Stability: Hip stability is often an issue with jumping. When taking off, take notice of the knees. Knees get awfully close to each other when jumping in many individuals. This faulty movement is loosely defined as “knock-knees” and clinically defined as “dynamic valgus”. Regardless of what you call it, it’s actually fine to have some of this movement. Too much of it though can put excessive stress on your knee. Who can forget the knee injury Derrick Rose suffered in the 2012 playoffs? The inside of the knee takes the biggest beating, with structures like your MCL and meniscus under brutal stress. Strengthening hip stabilizers like your gluteus medius/minimus and vastus medialis oblique can protect your knees from getting into too much dynamic valgus while jumping.
Mobility: Ankle mobility is the biggest problem with jumping. If your ankle cannot dorsiflex effectively (a movement characterized by the top of the foot moving towards the front of the shin), then your body will find movement elsewhere. Where will it go? You may have guessed it, the knees. Too much movement required from the knees is the reason why jumper’s often get knee pain. Free up your ankle mobility by stretching into dorsiflexion and releasing muscles that prevent it like your gastrocs and soleus. Then learn to utilize your ankles more effectively with movement programming, our final element.
Movement Patterning: As we discussed above, people often jump using their knees and neglect using their hips or ankles. It’s a reason why jumper’s knee is a common basketball injury. Movement patterning helps the individual get more movement from their hips and/or ankles when initiating a jump. It feels awkward at first. By restructuring the jumping pattern, the brain must struggle a bit to get used to it. With effortful practice, jumping with more hip and/or ankle engagement can improve jumping efficiency and decrease the risk of injury.
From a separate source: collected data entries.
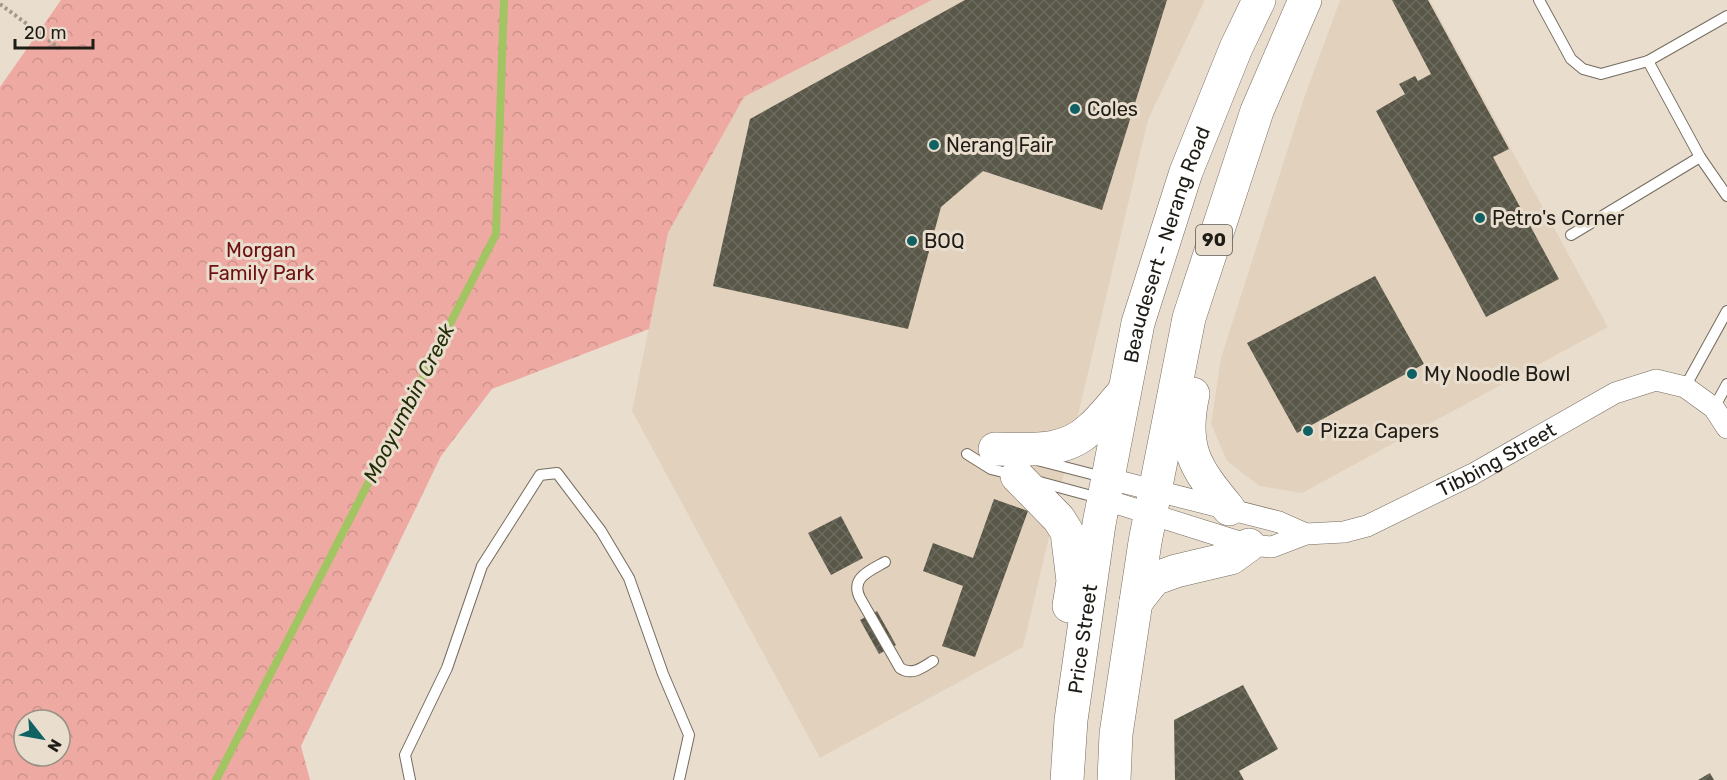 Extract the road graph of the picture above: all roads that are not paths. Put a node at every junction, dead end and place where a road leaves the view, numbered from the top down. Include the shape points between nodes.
1 (1259, 0) edge
2 (1305, 0) edge
3 (1539, 0) edge
4 (1727, 16) edge
5 (1648, 62) junction
6 (1257, 111) junction
7 (1700, 157) junction
8 (1727, 196) edge
9 (1572, 235) dead end
10 (1727, 311) edge
11 (1727, 384) edge
12 (1684, 387) junction
13 (1123, 392) junction
14 (1714, 408) junction
15 (1727, 428) edge
16 (995, 449) junction
17 (1017, 476) junction
18 (1105, 488) junction
19 (1153, 502) junction
20 (1229, 509) junction
21 (1306, 534) junction
22 (1249, 545) junction
23 (885, 562) dead end
24 (1136, 602) junction
25 (933, 661) dead end
26 (1071, 720) junction
27 (410, 780) edge
28 (679, 780) edge
29 (1067, 780) edge
30 (1114, 780) edge

1 - 13 main road, Beaudesert - Nerang Road / 90 via 1186,172 1138,323
2 - 6 main road, 90
3 - 5 lane via 1571,59 1583,69 1601,74
4 - 5 lane
5 - 7 lane
6 - 19 main road, 90 via 1189,318
6 - 20 main road via 1188,416 1188,435 1198,468
7 - 8 lane
7 - 9 lane
10 - 12 lane
11 - 14 lane
12 - 14 street
12 - 21 street, Tibbing Street via 1656,380 1615,393 1473,474 1367,526
13 - 16 main road via 1089,430 1066,445
13 - 18 main road, Beaudesert - Nerang Road / 90
14 - 15 street
16 - 17 lane via 967,454 991,469
16 - 18 lane
17 - 18 lane
17 - 26 main road via 1067,532 1073,581 1062,657
18 - 19 street, Tibbing Street
18 - 26 main road, Price Street / 90
19 - 20 street, Tibbing Street
19 - 22 street, Tibbing Street
19 - 24 main road, 90
20 - 21 street, Tibbing Street via 1279,522
21 - 22 street, Tibbing Street via 1272,546
22 - 24 main road via 1231,558 1154,579
23 - 25 lane via 861,576 857,592 900,668 913,672
24 - 30 main road, 90 via 1116,734
26 - 29 main road, Price Street / 90
27 - 28 lane via 405,755 447,668 482,566 540,475 557,473 601,531 628,578 689,735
The Importance of Physiotherapy
The benefits of physiotherapy go beyond treating neurological, muscular, and skeletal injuries and disorders. Our scope of care addresses the element of prehab which is designed to injury-proof an individual in anticipation of the physical stresses they must face. This can be from work, sports, or leisure (e.g. climbing a mountain). The importance of physiotherapy in preventative care can be largely seen in athletes with lengthy careers. Their investment in prehab is what enables or enabled them to achieve such a feat.